Slightly longer chapter as I am going into the exam period and me and my editor will be busy – so we aren't quite sure when the next post will be. But reviews do distract me from revision somewhat, .:Grins:.
Severus jumped up. Now was his time to go! He tip-toed over to the door, grinning like a mad man. He opened it and was about to slip out when he heard a shout.
"Levicorpus!"
The next thing Snape knew he was suspended upside down by his ankle.
Harry got up from behind the sofa to see Snape slowly rotating in the air.
"Don't even try getting away," Harry sneered.
He took his eyes off Snape and stared at the owl which had flown through the window, knocking him behind the sofa. It was hopping around on the kitchen table, flapping a letter in Harry's direction.
Harry turned back to Snape, who was now turning slightly purple in the face, still suspended upside down.
"I'll take you back to the Order in a second and you will be questioned there. Don't move."
"Not like you gave me a choice, is it Potter?" Snape snarled. You could see the venom dripping from his lips.
"Yeah...well...whatever." Harry replied lamely.
Snape did something that could be described as a hiss but was probably a snarl and Harry turned back to the hyperactive owl.
He took the letter and the owl immediately flapped its wings and took off, looping-the-loop and somersaulting in mid air until Harry could no longer see it.
Harry looked at the scribbled address on the letter.
There wasn't one. That was odd.
Harry opened the letter. It was in Hermione's curly writing, but it was messy. It had obviously been written in a hurry.
Dear Harry,
I have to hurry, the Order has had to evacuate Grimmauld Place. The remaining Death Eaters have found us, after the betrayal of our new secret keeper, Nymphadora Tonks. They are out looking for revenge, Harry. They no longer care if they live or die. After you killed Voldemort, you stripped them of everything they had and left them with one place to go – Azkaban. It doesn't matter to them any more if they die trying because they are sentenced to a life time in Azkaban no matter what they do. This makes them all the more dangerous, they will do anything to see you dead, Harry.
You may have noticed I didn't put an address on the letter. That is just in case it got intercepted. I am not enclosing the Order's current position either, partly for the same reason, but mostly because I care about you, Harry.
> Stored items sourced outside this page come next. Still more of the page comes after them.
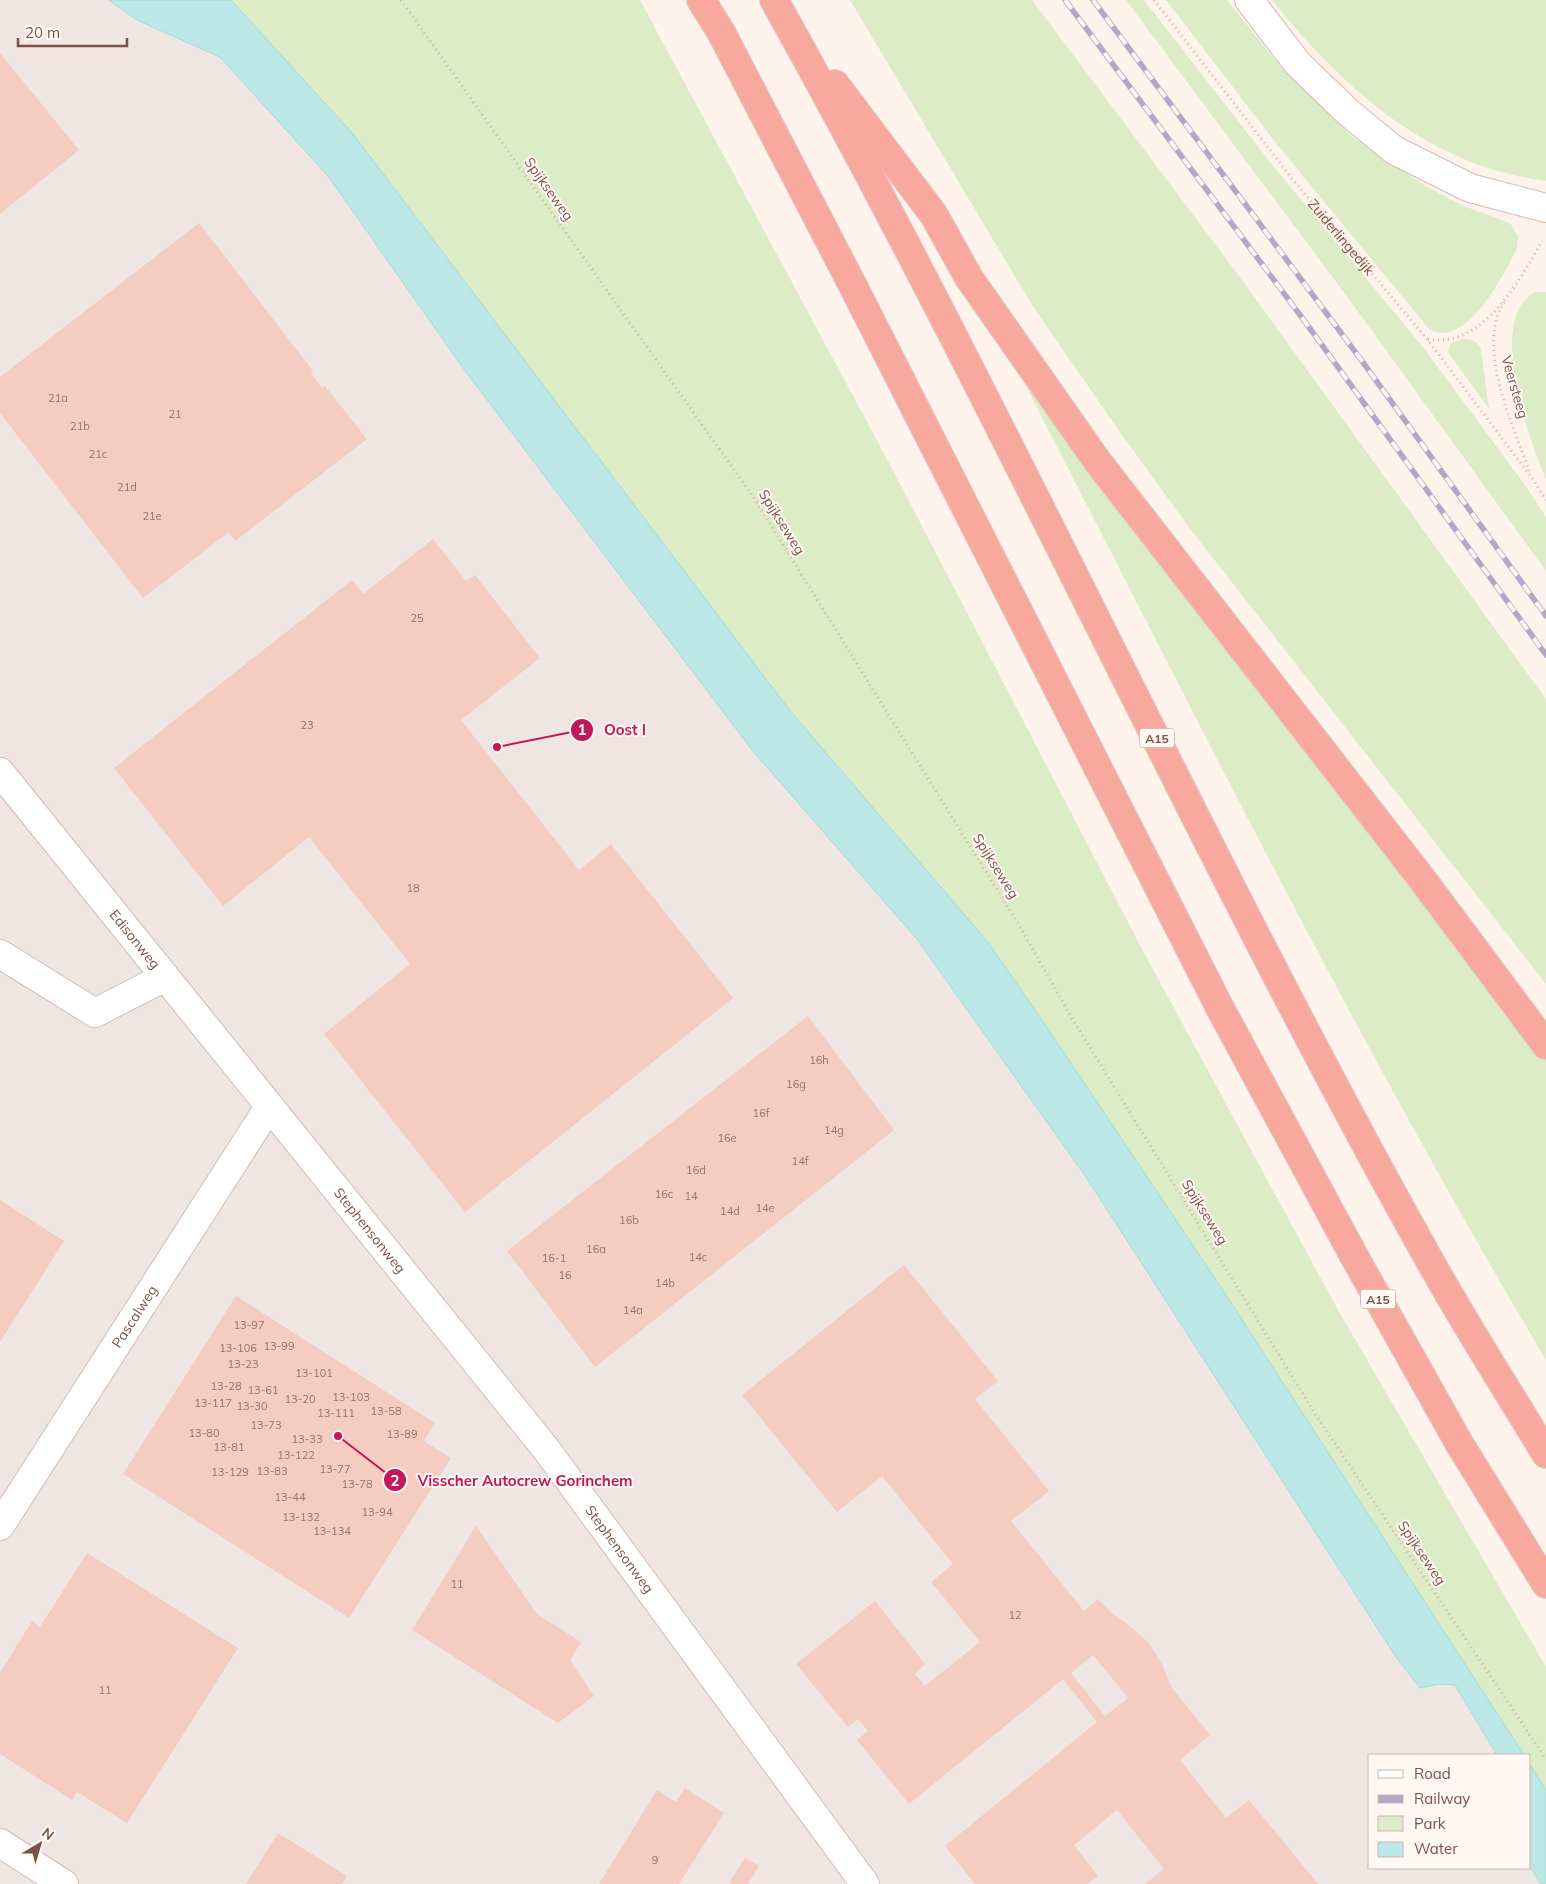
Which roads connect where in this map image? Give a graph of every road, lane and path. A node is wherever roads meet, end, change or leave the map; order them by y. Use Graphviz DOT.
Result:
graph roads {
  1 [pos="401,0"];
  2 [pos="702,0"];
  3 [pos="1154,0"];
  4 [pos="1249,0"];
  5 [pos="778,8"];
  6 [pos="1546,208"];
  7 [pos="1546,233"];
  8 [pos="1504,302"];
  9 [pos="1427,339"];
  10 [pos="1532,478"];
  11 [pos="1546,500"];
  12 [pos="0,772"];
  13 [pos="0,954"];
  14 [pos="165,977"];
  15 [pos="1546,1045"];
  16 [pos="269,1106"];
  17 [pos="1546,1454"];
  18 [pos="0,1526"];
  19 [pos="1546,1584"];
  20 [pos="1546,1759"];
  21 [pos="0,1843"];
  22 [pos="64,1884"];
  23 [pos="865,1884"];
  1 -- 20 [label="path, Spijkseweg"];
  2 -- 19 [label="highway, A15"];
  3 -- 9 [label="path, Zuiderlingedijk"];
  4 -- 6 [label="street"];
  5 -- 15 [label="highway, A15"];
  5 -- 17 [label="highway, A15"];
  7 -- 8 [label="path"];
  8 -- 9 [label="path"];
  8 -- 10 [label="path, Veersteeg"];
  9 -- 10 [label="path, Veersteeg"];
  10 -- 11 [label="path, Veersteeg"];
  12 -- 14 [label="street, Edisonweg"];
  13 -- 14 [label="street"];
  14 -- 16 [label="street, Edisonweg"];
  16 -- 18 [label="street, Pascalweg"];
  16 -- 23 [label="street, Stephensonweg"];
  21 -- 22 [label="street"];
}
They have the same Inferis. I don't want a repeat of what happened, Harry, I can't bear to see you closed off again. Stay where you are, do not even try and make contact - no owl will find us. Stay put, no–one will find you there, I will make further contact as soon as I can.
Lastly the Order has recently received information that one Severus Snape is alive. Apparently he never went back to Voldemort after killing Dumbledore. Keep an eye out Harry, his position is un-known. We think he may have lost his nerve and fled or gone mad. The latter is the option we believe to be true at the moment…
Take care of yourself, Harry, stay safe.
Love, Hermione.
Tonks had betrayed them?! Harry scrunched his hand into a fist and hit the wall, but all he got was painful knuckles.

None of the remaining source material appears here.